Taken as a whole, these images show normalcy in the following fashion [4]:

1. Position: the axis of the foetal heart, made up of the interventricular and interatrial septa, should be seen in coming from the center of the chest into the left hemi thorax at a 45 degree angle to the sternum to spine axis in a transthoracic four-chamber view.

2. Size: in the transthoracic four-chamber view, the heart should occupy approximately 1/3 rd of the chest and seen such that ''3 hearts'' could fit into the thorax.

3. Function: in the transthoracic four-chamber view,both ventricles should squeeze vigorously and equally toward the ventricular septum, such that the heart does not appear to ''rock'' within the chest.

4. Rhythm: while observing the heart, there should be a relatively steady rate within the range of 120-180 beats per minute without early beats, blocked beats,or periods of bradycardia or tachycardia.

5. Proportion: pairs of cardiac chamber structures should be seen as approximately the same size, right to left, including the atria, ventricles, atrio-ventricular (AV) valves, semilunar valves, great vessels and the SVC and IVC (2).

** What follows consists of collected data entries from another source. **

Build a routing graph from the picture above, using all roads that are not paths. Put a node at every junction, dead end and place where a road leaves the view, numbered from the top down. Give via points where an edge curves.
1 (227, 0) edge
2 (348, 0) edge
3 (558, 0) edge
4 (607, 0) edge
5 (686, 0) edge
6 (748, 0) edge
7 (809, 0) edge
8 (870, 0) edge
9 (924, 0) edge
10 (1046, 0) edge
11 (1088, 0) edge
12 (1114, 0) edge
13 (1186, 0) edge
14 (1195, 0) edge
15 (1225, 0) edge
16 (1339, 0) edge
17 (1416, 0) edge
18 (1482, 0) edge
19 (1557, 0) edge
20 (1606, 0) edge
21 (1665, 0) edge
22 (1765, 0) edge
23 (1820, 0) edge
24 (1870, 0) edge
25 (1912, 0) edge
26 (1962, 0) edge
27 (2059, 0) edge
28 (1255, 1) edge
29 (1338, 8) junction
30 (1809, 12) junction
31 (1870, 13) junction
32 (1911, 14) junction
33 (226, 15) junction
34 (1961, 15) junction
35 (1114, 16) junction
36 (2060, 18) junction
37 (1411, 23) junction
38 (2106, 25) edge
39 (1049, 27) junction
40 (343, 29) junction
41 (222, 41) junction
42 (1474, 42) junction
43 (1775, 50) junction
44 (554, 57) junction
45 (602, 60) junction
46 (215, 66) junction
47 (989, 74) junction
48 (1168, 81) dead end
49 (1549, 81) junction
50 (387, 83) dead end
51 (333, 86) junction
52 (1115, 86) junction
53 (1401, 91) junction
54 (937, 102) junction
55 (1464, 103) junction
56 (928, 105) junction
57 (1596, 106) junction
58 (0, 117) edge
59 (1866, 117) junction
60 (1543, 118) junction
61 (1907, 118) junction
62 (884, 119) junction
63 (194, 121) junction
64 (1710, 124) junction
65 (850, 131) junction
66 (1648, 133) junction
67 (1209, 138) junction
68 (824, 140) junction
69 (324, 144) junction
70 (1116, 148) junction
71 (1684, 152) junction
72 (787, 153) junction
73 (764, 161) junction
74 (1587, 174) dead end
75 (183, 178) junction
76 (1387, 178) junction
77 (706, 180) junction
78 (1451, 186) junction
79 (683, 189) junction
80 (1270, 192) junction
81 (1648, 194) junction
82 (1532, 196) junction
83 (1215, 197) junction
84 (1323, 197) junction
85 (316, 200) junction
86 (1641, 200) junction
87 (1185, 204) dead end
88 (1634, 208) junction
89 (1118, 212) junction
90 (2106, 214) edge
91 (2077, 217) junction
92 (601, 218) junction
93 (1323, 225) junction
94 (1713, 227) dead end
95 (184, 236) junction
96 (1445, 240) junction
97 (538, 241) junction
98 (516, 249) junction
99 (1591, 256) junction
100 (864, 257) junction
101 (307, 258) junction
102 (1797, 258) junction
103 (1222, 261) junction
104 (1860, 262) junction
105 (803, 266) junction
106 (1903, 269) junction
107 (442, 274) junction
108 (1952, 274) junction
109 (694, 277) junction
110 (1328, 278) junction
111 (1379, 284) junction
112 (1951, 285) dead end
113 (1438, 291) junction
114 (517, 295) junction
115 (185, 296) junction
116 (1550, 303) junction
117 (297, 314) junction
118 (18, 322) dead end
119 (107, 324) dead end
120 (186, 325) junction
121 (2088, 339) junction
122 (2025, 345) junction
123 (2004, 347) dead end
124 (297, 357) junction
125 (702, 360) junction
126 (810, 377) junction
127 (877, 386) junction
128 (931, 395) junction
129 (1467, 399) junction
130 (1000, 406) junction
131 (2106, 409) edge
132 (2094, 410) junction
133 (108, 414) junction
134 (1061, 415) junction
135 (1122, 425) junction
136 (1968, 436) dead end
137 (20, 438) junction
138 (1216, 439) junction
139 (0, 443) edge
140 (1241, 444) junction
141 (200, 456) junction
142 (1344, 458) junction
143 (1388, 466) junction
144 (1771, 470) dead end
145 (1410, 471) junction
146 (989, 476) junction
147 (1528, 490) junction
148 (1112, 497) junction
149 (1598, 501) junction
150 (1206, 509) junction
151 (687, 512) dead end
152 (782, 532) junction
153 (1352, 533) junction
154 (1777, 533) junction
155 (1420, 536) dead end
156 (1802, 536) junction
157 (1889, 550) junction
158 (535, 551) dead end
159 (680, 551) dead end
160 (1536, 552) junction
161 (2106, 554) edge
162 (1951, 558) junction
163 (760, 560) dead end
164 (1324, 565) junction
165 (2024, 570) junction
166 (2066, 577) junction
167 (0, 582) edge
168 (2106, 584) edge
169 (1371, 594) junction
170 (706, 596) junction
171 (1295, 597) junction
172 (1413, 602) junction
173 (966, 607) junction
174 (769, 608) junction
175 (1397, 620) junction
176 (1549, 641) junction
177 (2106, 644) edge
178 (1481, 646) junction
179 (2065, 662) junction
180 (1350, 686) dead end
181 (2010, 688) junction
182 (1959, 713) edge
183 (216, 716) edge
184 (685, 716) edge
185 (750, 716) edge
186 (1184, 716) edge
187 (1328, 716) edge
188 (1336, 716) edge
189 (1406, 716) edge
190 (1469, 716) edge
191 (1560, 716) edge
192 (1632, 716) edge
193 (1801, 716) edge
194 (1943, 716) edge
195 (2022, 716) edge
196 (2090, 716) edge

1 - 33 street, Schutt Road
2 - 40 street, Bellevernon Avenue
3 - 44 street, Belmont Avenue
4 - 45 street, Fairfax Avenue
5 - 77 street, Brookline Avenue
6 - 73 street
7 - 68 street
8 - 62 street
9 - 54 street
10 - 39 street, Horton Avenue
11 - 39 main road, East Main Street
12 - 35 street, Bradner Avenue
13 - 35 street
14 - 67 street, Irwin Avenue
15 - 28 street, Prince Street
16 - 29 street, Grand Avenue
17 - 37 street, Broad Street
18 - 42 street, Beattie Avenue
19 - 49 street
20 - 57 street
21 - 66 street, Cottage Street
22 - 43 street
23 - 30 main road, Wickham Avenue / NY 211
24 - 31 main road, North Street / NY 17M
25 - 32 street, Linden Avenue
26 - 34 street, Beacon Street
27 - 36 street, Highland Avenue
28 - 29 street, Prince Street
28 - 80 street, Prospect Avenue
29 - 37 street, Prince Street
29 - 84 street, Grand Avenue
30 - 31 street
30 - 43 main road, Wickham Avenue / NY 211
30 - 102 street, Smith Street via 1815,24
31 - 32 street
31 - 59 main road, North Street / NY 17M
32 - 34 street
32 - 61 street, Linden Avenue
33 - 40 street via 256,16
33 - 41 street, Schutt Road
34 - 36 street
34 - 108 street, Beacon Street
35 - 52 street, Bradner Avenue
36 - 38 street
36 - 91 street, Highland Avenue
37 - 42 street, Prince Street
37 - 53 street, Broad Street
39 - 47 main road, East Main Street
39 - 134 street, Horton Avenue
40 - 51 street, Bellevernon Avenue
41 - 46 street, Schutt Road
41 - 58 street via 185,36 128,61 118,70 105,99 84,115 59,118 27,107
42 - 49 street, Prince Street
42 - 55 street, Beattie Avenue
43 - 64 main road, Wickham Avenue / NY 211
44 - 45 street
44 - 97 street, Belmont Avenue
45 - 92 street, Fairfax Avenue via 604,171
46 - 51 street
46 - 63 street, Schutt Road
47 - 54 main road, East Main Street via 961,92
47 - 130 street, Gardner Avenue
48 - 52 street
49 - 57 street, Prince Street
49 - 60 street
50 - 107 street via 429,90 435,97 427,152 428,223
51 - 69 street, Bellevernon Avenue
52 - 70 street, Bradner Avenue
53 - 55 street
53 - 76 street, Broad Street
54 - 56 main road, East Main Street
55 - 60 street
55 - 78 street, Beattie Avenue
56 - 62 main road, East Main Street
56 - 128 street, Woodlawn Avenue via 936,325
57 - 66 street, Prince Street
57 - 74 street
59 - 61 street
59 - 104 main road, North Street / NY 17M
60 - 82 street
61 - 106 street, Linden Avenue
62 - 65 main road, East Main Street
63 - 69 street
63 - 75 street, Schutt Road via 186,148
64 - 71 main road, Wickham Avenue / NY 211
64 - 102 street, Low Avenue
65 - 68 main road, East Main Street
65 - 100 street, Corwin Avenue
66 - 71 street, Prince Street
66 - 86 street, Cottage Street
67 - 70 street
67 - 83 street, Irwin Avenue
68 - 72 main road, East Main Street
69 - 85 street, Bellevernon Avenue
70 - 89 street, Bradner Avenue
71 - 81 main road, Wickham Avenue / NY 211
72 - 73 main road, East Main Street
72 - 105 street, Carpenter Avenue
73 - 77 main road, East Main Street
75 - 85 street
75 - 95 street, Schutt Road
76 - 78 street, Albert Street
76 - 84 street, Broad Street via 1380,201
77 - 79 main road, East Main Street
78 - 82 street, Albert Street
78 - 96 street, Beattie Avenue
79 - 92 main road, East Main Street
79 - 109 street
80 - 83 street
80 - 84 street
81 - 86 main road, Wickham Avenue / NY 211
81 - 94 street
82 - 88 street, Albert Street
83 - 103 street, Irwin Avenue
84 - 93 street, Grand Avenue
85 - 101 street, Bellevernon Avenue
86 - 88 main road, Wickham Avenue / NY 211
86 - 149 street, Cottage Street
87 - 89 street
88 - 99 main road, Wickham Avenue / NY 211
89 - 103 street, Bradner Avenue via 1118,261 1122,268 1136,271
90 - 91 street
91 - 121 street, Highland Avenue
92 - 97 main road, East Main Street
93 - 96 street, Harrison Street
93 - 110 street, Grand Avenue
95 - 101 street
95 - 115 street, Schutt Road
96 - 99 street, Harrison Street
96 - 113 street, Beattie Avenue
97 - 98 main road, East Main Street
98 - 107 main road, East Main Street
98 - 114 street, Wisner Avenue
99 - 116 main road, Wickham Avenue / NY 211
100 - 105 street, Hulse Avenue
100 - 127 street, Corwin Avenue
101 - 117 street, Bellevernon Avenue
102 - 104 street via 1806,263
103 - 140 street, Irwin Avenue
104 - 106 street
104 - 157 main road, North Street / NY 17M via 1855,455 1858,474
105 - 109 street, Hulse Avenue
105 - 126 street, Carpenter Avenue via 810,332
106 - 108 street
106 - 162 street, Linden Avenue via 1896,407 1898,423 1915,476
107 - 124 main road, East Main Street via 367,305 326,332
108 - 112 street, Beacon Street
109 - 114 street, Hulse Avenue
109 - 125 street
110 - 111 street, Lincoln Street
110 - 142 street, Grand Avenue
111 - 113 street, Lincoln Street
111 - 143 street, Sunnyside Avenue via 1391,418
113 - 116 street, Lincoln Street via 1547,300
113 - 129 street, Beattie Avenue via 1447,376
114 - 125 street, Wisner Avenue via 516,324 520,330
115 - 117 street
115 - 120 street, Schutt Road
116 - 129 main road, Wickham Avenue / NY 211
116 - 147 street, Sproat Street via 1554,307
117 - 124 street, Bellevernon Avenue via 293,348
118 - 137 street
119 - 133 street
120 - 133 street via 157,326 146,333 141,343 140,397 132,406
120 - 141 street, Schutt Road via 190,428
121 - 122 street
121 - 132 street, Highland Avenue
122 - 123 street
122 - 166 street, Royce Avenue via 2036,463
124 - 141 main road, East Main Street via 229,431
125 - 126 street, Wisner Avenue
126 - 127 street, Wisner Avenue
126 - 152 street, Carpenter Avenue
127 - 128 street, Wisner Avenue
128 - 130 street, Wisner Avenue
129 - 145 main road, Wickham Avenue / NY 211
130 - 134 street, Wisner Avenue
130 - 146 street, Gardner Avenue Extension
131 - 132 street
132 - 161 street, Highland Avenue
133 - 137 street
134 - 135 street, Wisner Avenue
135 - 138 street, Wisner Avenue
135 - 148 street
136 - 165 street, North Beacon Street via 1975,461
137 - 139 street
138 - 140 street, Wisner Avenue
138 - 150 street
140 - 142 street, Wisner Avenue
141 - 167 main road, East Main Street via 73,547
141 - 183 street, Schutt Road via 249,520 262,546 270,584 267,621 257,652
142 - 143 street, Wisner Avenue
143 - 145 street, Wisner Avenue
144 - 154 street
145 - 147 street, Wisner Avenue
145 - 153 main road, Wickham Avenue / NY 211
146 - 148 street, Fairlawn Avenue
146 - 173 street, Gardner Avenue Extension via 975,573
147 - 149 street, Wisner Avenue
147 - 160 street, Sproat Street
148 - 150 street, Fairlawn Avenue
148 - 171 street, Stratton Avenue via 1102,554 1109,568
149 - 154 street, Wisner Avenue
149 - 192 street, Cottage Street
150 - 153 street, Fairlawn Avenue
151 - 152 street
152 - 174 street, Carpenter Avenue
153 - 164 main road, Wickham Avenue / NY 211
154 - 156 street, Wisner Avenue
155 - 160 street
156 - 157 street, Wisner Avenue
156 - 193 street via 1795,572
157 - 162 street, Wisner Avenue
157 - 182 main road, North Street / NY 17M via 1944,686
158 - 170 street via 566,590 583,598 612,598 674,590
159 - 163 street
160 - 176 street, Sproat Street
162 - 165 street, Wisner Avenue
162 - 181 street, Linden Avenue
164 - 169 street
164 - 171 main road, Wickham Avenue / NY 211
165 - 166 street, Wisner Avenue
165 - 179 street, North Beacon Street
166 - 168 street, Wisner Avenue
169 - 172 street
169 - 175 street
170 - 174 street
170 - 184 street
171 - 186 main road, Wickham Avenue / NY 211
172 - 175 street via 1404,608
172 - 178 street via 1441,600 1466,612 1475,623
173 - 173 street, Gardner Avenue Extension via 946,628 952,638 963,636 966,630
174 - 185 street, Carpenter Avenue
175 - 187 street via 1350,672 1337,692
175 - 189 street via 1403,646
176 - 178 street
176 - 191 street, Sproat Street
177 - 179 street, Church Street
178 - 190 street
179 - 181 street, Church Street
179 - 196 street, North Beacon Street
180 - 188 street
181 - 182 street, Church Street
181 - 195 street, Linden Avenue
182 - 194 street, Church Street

Colour-flow mapping is an important adjunct to crosssectional scanning and can considerably speed up the cardiac evaluation.The correct direction of flow throughout the cardiac chambers and arch vessels can be demonstrated. It can be used to exclude regurgitation at any valve. At the usual Nyquist limits, unaliased colour flow throughout the heart indicates that the flow is at normal velocities. If colour shows aliasing at any point in the heart, pulsed Doppler should be used to obtain an accurate velocity. The peak velocity at the atrioventricular valves is 30-60 cm/sec and is fairly constant throughout gestation. The peak velocity of flow at the arterial valves is approximately 25 cm/sec at 12 weeks, increasing to 60-100 cm/sec by term. Turning on color flow when the ultrasound beam is perpendicular to the ventricular septum helps to exclude a significant ventricular septal defect [1]. M-mode echocardiography is useful in assessing ventricular function and detecting cardiac rhythm abnormalities [1].

Summary

The foetal echocardiogram is a unique ultrasound examination, which differs from the antenatal obstetrical ultrasound and from the conventional echocardiogram in the infant, child, or adult. A unique, high level set of skills and knowledge is required in order to perform this test. A thorough familiarity with the features of the normal heart is essential in order to detect abnormalities.

References

  1. L Allan (2004) Technique of Fetal Echocardiography. Pediatr Cardiol 25: 223-233.
  2. Jack R, Nancy A, Bettina C, Gotteiner N, Hornberger L, et al. (2004) American Society of Echocardiography Guidelines and Standards for Performance of the Fetal Echocardiogram. J Am Soc Echocardiogr 17: 803-810.
  3. Timothy MC, Patrick WOL, James BS, Hagler DJ (1994) Distinguishing Right from Left: A Standardised Technique for Fetal Echocardiography. J Am Soc Echocardiogr 7: 47-53.
  4. Dennis W, Maria R-L, Bienvenido P, Weiner S, World Association of Perinatal Medicine Ultrasonography Working Group (2009) Perinatal echocardiography: protocols for evaluating the fetal and neonatal heart. J Perinat Med 37: 5-11.
  5. Mi-Young L, Hye-Soung W (2013) Technique of fetal echocardiography. Obstet Gynecol Sci 56: 217-226.